The region that the canyon system covers is relatively wild, although with the Chihuahua al Pacífico Railroad (Chepe) and other developments, it has become increasingly more accessible to tourists. Unfortunately, its popularity has led to some of its most scenic and interesting natural sights being exploited for the benefit of travelers. The Basaseachic Falls, Piedra Volada Falls, Candameña Canyon and the Peña del Gigante are among the places a typical tourist visits on a trip to Copper Canyon.
Creel is the canyon’s main town and is served by the Chepe railroad which provides access from Chihuahua and Los Mochis. The town is home to the region’s most significant tourist development and is the place where most visitors find a room and somewhere to eat and enjoy some evening entertainment.

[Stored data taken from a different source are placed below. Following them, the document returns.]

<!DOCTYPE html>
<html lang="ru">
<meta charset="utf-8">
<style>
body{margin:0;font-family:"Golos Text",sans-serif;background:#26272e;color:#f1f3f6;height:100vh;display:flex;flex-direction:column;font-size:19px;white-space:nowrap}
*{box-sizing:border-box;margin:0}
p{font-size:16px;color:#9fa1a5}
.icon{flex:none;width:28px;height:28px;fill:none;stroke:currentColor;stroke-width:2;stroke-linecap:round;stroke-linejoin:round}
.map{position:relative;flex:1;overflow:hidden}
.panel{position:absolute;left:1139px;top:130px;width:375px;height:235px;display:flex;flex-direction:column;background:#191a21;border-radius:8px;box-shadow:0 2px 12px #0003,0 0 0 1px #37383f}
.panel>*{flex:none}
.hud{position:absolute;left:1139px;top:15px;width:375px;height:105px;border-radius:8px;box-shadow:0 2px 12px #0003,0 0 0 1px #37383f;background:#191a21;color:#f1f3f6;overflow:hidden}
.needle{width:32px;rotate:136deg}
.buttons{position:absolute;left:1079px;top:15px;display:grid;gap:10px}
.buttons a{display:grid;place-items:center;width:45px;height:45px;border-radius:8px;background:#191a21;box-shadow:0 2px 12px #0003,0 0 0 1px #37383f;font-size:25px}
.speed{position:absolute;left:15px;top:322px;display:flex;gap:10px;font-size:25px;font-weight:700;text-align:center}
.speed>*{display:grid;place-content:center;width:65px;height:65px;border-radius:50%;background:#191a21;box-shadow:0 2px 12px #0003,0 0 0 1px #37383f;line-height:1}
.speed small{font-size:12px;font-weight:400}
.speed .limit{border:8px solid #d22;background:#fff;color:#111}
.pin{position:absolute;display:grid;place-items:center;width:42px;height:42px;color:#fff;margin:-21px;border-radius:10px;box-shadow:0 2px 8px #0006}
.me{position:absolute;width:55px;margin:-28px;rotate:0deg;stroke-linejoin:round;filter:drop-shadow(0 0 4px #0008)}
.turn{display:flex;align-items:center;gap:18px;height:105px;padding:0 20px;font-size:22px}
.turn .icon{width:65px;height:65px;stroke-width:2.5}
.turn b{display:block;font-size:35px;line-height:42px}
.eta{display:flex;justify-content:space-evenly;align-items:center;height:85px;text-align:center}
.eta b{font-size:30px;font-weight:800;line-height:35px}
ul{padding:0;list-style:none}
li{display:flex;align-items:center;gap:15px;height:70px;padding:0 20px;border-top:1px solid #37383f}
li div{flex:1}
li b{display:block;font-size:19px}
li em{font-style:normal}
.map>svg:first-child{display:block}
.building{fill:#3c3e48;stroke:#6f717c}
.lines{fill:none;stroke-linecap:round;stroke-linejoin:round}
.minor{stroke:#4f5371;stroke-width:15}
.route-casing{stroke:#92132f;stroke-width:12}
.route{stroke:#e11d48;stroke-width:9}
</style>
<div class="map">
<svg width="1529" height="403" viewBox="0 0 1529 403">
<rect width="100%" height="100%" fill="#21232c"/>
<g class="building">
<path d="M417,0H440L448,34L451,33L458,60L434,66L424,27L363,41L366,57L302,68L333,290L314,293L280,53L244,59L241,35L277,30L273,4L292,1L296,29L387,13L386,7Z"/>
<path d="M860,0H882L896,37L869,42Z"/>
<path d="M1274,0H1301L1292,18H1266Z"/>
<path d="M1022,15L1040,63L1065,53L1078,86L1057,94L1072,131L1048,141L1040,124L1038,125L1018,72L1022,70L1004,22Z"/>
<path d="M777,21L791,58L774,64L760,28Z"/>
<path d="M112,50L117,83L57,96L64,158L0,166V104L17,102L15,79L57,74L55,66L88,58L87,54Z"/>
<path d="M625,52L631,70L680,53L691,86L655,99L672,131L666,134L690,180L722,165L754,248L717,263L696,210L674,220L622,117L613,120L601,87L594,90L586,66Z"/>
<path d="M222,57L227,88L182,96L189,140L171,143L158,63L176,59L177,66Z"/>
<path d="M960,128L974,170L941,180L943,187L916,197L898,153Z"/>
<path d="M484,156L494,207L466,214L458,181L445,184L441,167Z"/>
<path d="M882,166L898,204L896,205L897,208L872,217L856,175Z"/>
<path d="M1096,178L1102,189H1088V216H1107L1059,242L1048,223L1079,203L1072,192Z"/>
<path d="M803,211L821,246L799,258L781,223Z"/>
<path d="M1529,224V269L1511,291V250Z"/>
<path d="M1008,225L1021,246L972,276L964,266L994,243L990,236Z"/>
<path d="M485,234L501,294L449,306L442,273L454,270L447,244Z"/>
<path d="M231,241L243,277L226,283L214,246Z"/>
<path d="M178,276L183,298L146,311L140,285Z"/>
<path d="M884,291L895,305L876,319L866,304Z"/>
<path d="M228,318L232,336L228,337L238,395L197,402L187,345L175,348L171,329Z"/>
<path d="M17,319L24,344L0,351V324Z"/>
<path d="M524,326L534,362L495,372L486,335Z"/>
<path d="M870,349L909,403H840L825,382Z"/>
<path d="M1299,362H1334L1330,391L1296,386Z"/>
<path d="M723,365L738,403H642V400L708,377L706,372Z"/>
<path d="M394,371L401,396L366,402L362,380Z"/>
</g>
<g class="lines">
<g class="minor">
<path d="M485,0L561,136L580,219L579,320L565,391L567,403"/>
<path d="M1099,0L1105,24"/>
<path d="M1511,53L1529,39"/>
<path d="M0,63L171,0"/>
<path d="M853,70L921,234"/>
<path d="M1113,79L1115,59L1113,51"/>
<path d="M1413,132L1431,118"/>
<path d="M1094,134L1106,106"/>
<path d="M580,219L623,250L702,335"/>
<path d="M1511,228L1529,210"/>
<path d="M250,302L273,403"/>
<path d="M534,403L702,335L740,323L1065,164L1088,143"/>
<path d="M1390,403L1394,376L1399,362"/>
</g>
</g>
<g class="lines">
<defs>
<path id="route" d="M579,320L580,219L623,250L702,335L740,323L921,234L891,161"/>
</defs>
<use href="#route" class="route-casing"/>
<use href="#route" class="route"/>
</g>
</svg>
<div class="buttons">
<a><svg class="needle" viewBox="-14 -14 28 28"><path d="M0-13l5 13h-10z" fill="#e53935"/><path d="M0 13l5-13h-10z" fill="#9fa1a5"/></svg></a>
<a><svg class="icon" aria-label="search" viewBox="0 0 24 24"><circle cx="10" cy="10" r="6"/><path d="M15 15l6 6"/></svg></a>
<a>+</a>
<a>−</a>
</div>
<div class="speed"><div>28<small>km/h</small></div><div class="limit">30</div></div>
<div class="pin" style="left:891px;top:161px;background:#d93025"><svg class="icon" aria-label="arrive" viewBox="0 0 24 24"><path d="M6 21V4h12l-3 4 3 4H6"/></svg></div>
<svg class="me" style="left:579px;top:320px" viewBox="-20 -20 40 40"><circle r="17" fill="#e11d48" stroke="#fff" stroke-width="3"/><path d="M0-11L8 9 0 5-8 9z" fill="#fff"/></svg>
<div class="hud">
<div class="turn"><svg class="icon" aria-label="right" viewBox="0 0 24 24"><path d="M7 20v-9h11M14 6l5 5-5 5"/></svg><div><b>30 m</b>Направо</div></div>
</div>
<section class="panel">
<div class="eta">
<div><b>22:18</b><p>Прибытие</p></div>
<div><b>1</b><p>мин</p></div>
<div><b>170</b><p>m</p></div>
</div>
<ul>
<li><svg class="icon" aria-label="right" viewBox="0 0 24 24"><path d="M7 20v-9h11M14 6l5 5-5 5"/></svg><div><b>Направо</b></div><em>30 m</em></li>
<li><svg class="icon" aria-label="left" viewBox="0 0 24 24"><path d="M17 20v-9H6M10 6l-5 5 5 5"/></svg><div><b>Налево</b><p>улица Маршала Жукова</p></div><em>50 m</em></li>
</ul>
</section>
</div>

Basaseachic National Park: an extensive greenbelt area located within the canyon system and offering a vast selection of walking trails plus countless interesting species of flora and fauna.
Basaseachic Falls: located in Basaseachic National Park, this is the second highest waterfall in Mexico and the 28th highest in the world.
Candameña Canyon: tours operated by local agencies take visitors around what is colloquially known as the ‘Canyon of the Cascades’, taking in the Piedra Volada Cascade and the Peña Del Gigante rock formations among other sights.
Piedra Volada Falls: this is Mexico’s highest waterfall and the origin of its cascade stands at a lofty height of 453 meters. The paths that lead to the falls are strewn with interesting sights including those of Huajumar and Cerro de la Corona.